# Core conditioning training exercises



## onyx'girl (May 18, 2007)

Does anyone incorporate this type of exercises into your training program?

We've been working Karlo during the winter months on the peanut/wobbleboard and and wonder if anyone else is using inflatables for training. 

FitPaws® Dog Exercise Balls / Canine Conditioning Exercise Ball
Also doing some of these as well.
Care Animal Clinic - Core Exercises for Dogs


----------



## huntergreen (Jun 28, 2012)

i would think walking, jogging and swimming "in season" would take care of your pups exercise needs.


----------



## onyx'girl (May 18, 2007)

Not necessarily. In Winter, walking doesn't always get it....and swimming around here is a no go. Exercising on ice/snow is a challenge.
So we work on these to keep the muscles strengthened and toned.


----------



## KristiM (Oct 18, 2011)

I am seriously considering buying a peanut (likely will as soon as my pocketbook recovers from vet/physio bills.) How do you like the peanut?

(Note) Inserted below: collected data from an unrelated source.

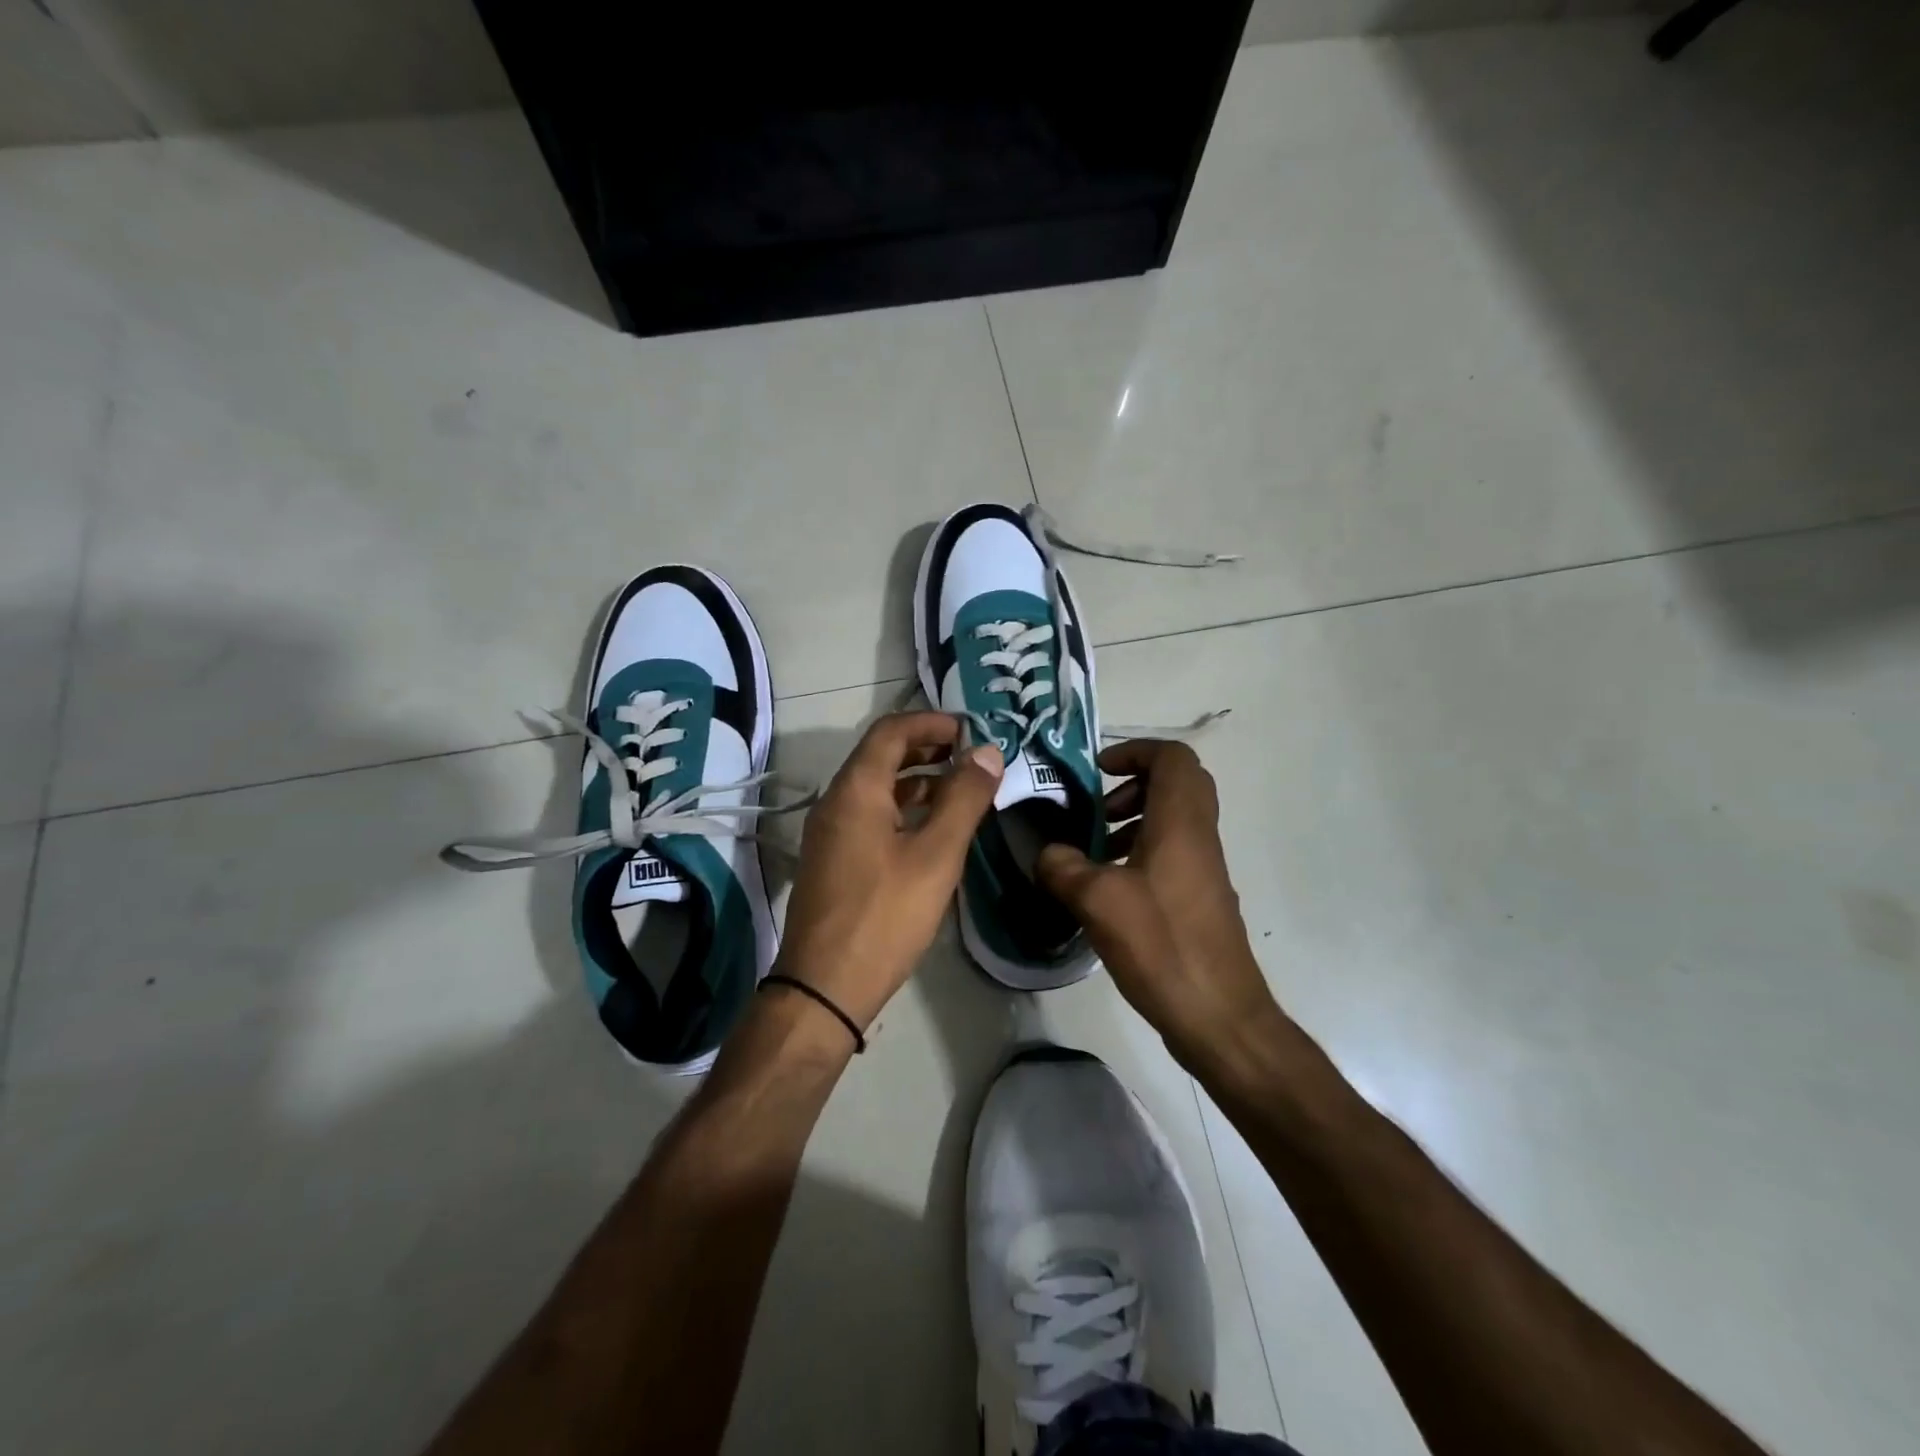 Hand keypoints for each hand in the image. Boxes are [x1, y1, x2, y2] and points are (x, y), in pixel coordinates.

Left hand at [775, 712, 1003, 1033]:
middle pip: (881, 755)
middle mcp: (836, 801)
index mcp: (856, 790)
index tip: (971, 730)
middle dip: (926, 747)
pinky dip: (902, 807)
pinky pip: (870, 814)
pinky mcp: (833, 859)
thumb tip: (987, 751)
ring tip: (960, 788)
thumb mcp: (936, 855)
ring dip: (916, 779)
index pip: (891, 731)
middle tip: (971, 755)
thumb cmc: (885, 916)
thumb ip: (964, 799)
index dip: (932, 722)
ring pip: (875, 787)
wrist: (824, 986)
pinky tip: (931, 828)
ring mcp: (830, 832)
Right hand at [1036, 739, 1282, 1070]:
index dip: (1134, 751)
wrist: (1218, 1014)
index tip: (1096, 772)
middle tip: (1098, 809)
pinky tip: (1108, 889)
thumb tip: (1046, 853)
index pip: (1172, 757)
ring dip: (1134, 820)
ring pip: (1174, 819)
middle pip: (1177, 783)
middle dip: (1132, 784)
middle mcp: (1199, 836)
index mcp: (1181, 822)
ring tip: (1094, 850)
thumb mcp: (1097, 901)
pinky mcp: (1199, 897)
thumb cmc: (1161, 944)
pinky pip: (1172, 852)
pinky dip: (1141, 852)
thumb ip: (1062, 866)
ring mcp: (1204, 868) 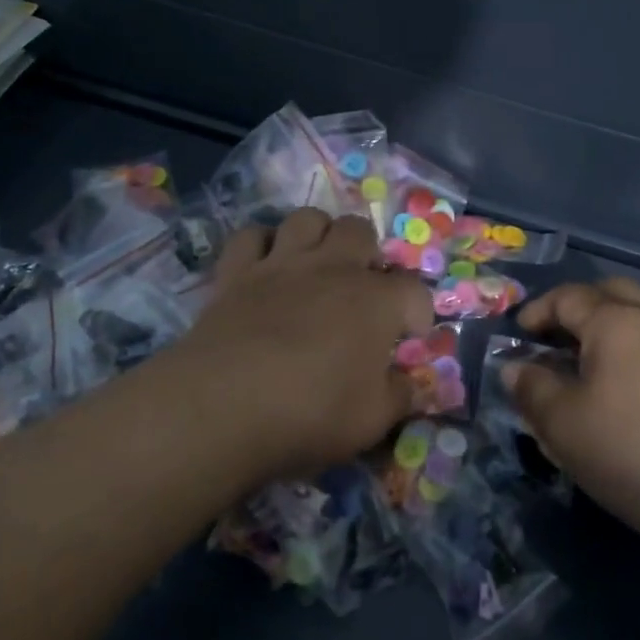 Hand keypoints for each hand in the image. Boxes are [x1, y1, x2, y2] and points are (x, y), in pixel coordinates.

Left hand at [151, 208, 431, 484]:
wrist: (222, 407)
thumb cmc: (310, 413)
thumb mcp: (372, 420)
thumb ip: (398, 397)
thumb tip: (410, 386)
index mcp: (376, 300)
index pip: (413, 291)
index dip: (417, 313)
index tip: (408, 337)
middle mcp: (334, 268)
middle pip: (360, 231)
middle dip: (367, 254)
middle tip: (361, 288)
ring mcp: (282, 264)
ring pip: (308, 219)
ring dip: (318, 236)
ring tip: (317, 265)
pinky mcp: (236, 273)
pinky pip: (251, 236)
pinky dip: (261, 245)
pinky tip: (265, 267)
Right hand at [504, 278, 639, 531]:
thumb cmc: (626, 448)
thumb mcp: (561, 422)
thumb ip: (532, 387)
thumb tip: (516, 367)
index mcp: (615, 320)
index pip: (568, 296)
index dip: (538, 311)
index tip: (518, 336)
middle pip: (609, 292)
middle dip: (577, 306)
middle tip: (553, 338)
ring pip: (637, 313)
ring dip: (606, 325)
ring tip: (582, 362)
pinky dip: (629, 346)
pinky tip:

I do some kind of core conditioning/body awareness almost everyday. I really believe that it is hugely beneficial especially for sport dogs. I started doing more rear end awareness with Odin in the last month and I see a VERY noticeable difference in agility. On top of all the exercises you posted in the link we also do sit up (beg), sit to stand/stand to sit with front feet elevated, perch work, lots of jump work (mostly pertains to agility) and having them place back feet on target etc. There is other stuff we work on but just to give you an idea. We also do off leash walks everyday and hike or snowshoe 2-3 times a month for 4-8 hours. 


Sent from my iPhone using Petguide.com Free App


----------



## Bear L (Feb 9, 2012)

I did this when Bear was enrolled in agility class at the request of the instructor. I want to buy one but then dropped out of class and ended up using rocks or tree trunks on walks to do this instead.


----------



## huntergreen (Jun 28, 2012)

onyx'girl said:


> Not necessarily. In Winter, walking doesn't always get it....and swimming around here is a no go. Exercising on ice/snow is a challenge.
> So we work on these to keep the muscles strengthened and toned.


we bought a cheap doggie treadmill about 5 years ago, but for the most part we have plenty of non packed snow areas to romp in.


----------



## onyx'girl (May 18, 2007)

The back feet on the target is what we are working on....I'm using one of the fitpaws discs. Challenging for Karlo's long body, but he really does work his body and brain doing these exercises. The peanut we're using is the yellow one, and fits his 100# structure really well. My trainer is providing the equipment, not sure where she got the yellow one but I think from here:
PhysioRoll Exercise Balls - Peanut Balls
It's really durable & thick.

We go outside and romp/run in the winter too, but these exercises work different areas of the body, the abdomen and thighs~doing the upsits and down/backs aren't in a dogs normal movements so it does give a bit of a workout.


----------



## huntergreen (Jun 28, 2012)

interesting, is this for a specific sport ? how long have you been doing this ? have you seen results yet ? tks.


----------



## onyx'girl (May 18, 2007)

It can be used for anything...keeps the dog in shape!
We started using the peanut in early Dec, and then we took almost a month off because of vacation/holidays. Just got back into it this week. Introducing the dog to the equipment and getting the dog to move on the peanut is where we are at. We've been doing the other stuff, but the peanut is fairly new. We're using canned squirt cheese as the reward~very high value right now! 
We do a half hour session of this stuff after working on jumps/retrieves/heeling/send out and long recalls.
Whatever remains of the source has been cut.